2023 article

Gastric pH and serum gastrin concentration in age-matched healthy dogs and dogs with chronic kidney disease

Grady, K., Ernst, E., Secoura, P. L., Price, J., Birkenheuer, A., Vaden, S. L., … Tolbert, M. K. (2023, October 24). JOURNAL OF VETERINARY INTERNAL MEDICINE.

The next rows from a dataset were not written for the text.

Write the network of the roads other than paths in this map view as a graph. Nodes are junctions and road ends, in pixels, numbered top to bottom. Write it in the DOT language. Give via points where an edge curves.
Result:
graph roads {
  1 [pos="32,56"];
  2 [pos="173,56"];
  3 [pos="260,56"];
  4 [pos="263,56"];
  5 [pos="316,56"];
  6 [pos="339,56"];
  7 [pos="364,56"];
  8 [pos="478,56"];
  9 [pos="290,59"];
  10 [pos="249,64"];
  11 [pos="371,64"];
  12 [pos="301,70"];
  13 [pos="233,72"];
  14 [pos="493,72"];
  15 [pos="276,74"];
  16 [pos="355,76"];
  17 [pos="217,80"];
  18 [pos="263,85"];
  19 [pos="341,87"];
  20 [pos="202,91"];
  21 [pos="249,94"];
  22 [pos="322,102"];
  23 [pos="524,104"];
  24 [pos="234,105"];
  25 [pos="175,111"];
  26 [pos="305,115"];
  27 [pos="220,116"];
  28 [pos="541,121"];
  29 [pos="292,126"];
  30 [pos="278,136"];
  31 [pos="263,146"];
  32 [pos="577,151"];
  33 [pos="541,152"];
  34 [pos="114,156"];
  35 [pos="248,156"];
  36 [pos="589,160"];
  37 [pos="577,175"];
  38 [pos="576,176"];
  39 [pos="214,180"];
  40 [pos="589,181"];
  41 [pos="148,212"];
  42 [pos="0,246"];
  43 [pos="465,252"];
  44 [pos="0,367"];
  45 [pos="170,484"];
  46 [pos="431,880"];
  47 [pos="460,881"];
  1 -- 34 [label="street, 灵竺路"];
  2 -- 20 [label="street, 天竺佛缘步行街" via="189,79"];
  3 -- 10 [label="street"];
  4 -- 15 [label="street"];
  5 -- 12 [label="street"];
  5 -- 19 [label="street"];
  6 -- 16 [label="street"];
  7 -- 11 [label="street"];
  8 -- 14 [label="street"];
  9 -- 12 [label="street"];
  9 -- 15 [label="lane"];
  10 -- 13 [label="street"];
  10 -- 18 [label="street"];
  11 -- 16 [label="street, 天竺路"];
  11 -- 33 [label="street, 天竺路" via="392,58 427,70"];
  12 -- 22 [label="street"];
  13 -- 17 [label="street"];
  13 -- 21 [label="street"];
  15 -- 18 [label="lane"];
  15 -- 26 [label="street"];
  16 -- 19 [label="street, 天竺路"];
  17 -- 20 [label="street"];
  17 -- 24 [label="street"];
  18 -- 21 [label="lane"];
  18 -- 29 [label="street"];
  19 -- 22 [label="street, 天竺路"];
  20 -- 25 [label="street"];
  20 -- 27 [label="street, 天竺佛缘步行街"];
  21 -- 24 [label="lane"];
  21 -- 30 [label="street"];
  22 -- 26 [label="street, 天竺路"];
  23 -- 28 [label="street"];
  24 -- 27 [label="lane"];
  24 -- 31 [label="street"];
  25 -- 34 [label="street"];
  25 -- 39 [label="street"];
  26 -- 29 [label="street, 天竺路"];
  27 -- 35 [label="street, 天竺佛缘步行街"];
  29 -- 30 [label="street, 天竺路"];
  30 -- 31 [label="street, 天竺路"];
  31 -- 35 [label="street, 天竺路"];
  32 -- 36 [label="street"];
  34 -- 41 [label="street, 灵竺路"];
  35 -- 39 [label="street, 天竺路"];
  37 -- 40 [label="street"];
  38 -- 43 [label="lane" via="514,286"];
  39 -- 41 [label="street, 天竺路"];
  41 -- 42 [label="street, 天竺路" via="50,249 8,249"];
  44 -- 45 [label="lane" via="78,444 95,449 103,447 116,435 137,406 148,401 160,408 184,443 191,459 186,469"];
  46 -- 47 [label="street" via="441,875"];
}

By: K. Grady n, E. Ernst n, P. Secoura n, J. Price*, A. Birkenheuer n, S. Vaden n, J. Lidbury*, E. Gould*, J. Steiner*, M. Tolbert n

co-author countries: United States of America 🇺🇸
author keywords: acid suppressant; azotemia; canine; famotidine; omeprazole
Source: Web Of Science
Added: November 20, 2023

Gastric hyperacidity and hypergastrinemia are purported to cause gastric ulceration in dogs with chronic kidney disease (CKD); however, no published studies have evaluated gastric pH with serum gastrin concentrations in dogs with CKD.To compare mean intragastric pH, mean percent pH distribution, and serum gastrin concentrations in dogs with CKD to age-matched, healthy dogs. We hypothesized there would be no difference in mean gastric pH or serum gastrin between groups.Thirteen dogs with CKD; 10 aged-matched healthy dogs.Prospective, case-control study. Serum chemistry, complete blood count, urinalysis, and serum gastrin concentrations were evaluated in all dogs before radiographic-assisted gastric placement of a pH capsule. Forty-eight-hour continuous gastric pH monitoring was performed in all dogs. Serum gastrin concentration, mean pH, and mean percentage time that gastric pH was strongly acidic (pH <1 and pH <2) were compared between groups using a repeated measures mixed-model ANOVA.No significant differences were observed between groups for any pH measurements, including mean ± SD gastric pH (CKD, 2.37 ± 0.87; healthy, 2.39 ± 0.99; P > .05). Serum gastrin concentrations were not significantly different between groups (median [range]: CKD, 10.5 ng/dL [<10-17.1]; healthy, 10.9 ng/dL [<10-15]; P > .05).Our client-owned dogs with CKD did not have lower gastric pH or higher serum gastrin concentrations compared to healthy dogs. Our results suggest that prophylactic gastric acid suppression in dogs with CKD is not warranted unless other clinical indications for use are present.